Katherine Clark on Leadership Bid: ‘I Want Us to Be Ready’
Massachusetts Democrat seeking to harness party ‘energy and enthusiasm’ as caucus vice chair

House Democrats feel they need to be ready to immediately begin acting on their agenda if they retake the majority this fall, and one way some members are preparing for that scenario is by launching leadership campaigns.
Rep. Katherine M. Clark on Thursday became the latest member to announce a leadership bid and the first to declare a candidacy for Democratic Caucus vice chair.
The Massachusetts Democrat is likely to face competition though, as more than a dozen Democrats are eyeing opportunities to enter or move up in leadership.

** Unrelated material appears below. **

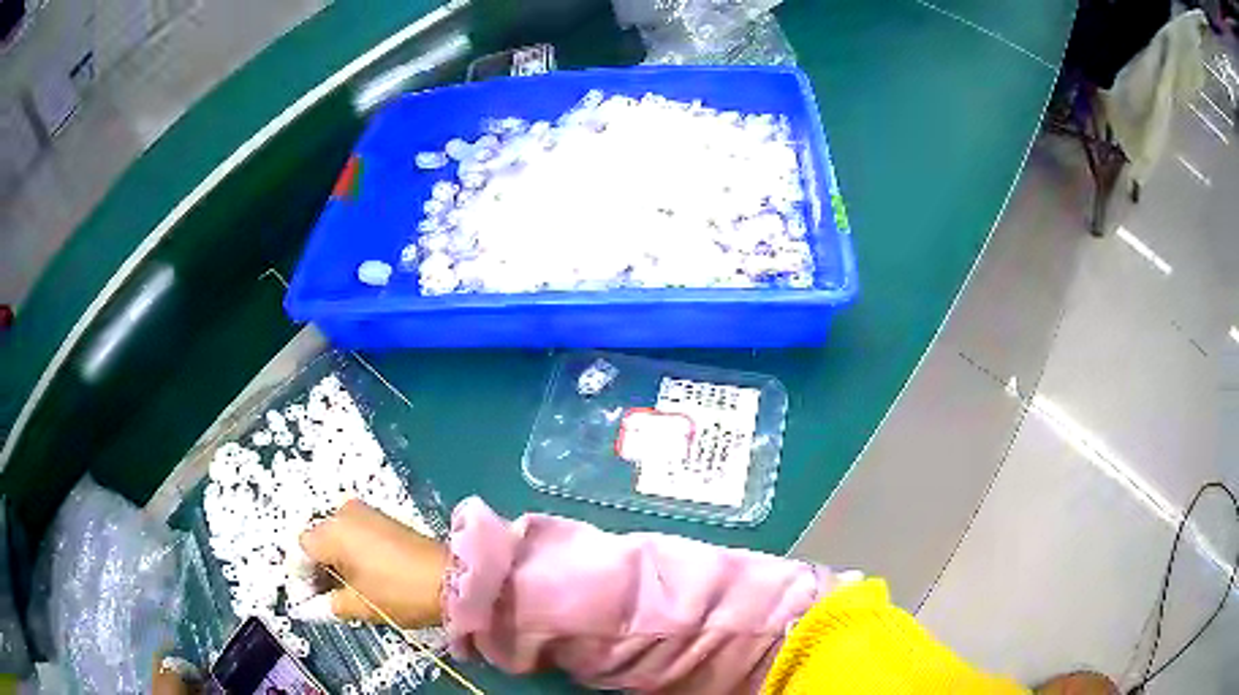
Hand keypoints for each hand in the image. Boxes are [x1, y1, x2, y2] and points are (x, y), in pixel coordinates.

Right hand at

The caucus vice chair position will be open for the 116th Congress because its current occupant, California Rep. Linda T. Sánchez, is running for caucus chair.
Clark, if successful in her bid, would be new to elected Democratic leadership, but she has served in several appointed roles. She is a senior whip and a member of the Democratic Steering and Policy Committee, which doles out committee slots.
The role that inspired Clark to pursue the vice chair post, however, was one with the Democratic Congressional Campaign Committee, in which she works with candidates. She had started off as recruitment chairwoman, but now that those efforts are over, she is working as a co-chair of the Red to Blue program for top recruits seen as capable of flipping Republican-held seats.
Clark said she’s been witnessing “unprecedented energy and enthusiasm” in recent years, especially since President Donald Trump took office. That has solidified more as she’s spent time in her DCCC role talking to hundreds of candidates around the country.
“They are being successful because of the meaningful conversations they’re having with voters,” she said in an interview, noting they are highlighting and prioritizing issues such as health care, wages, accessible child care, infrastructure and rural broadband.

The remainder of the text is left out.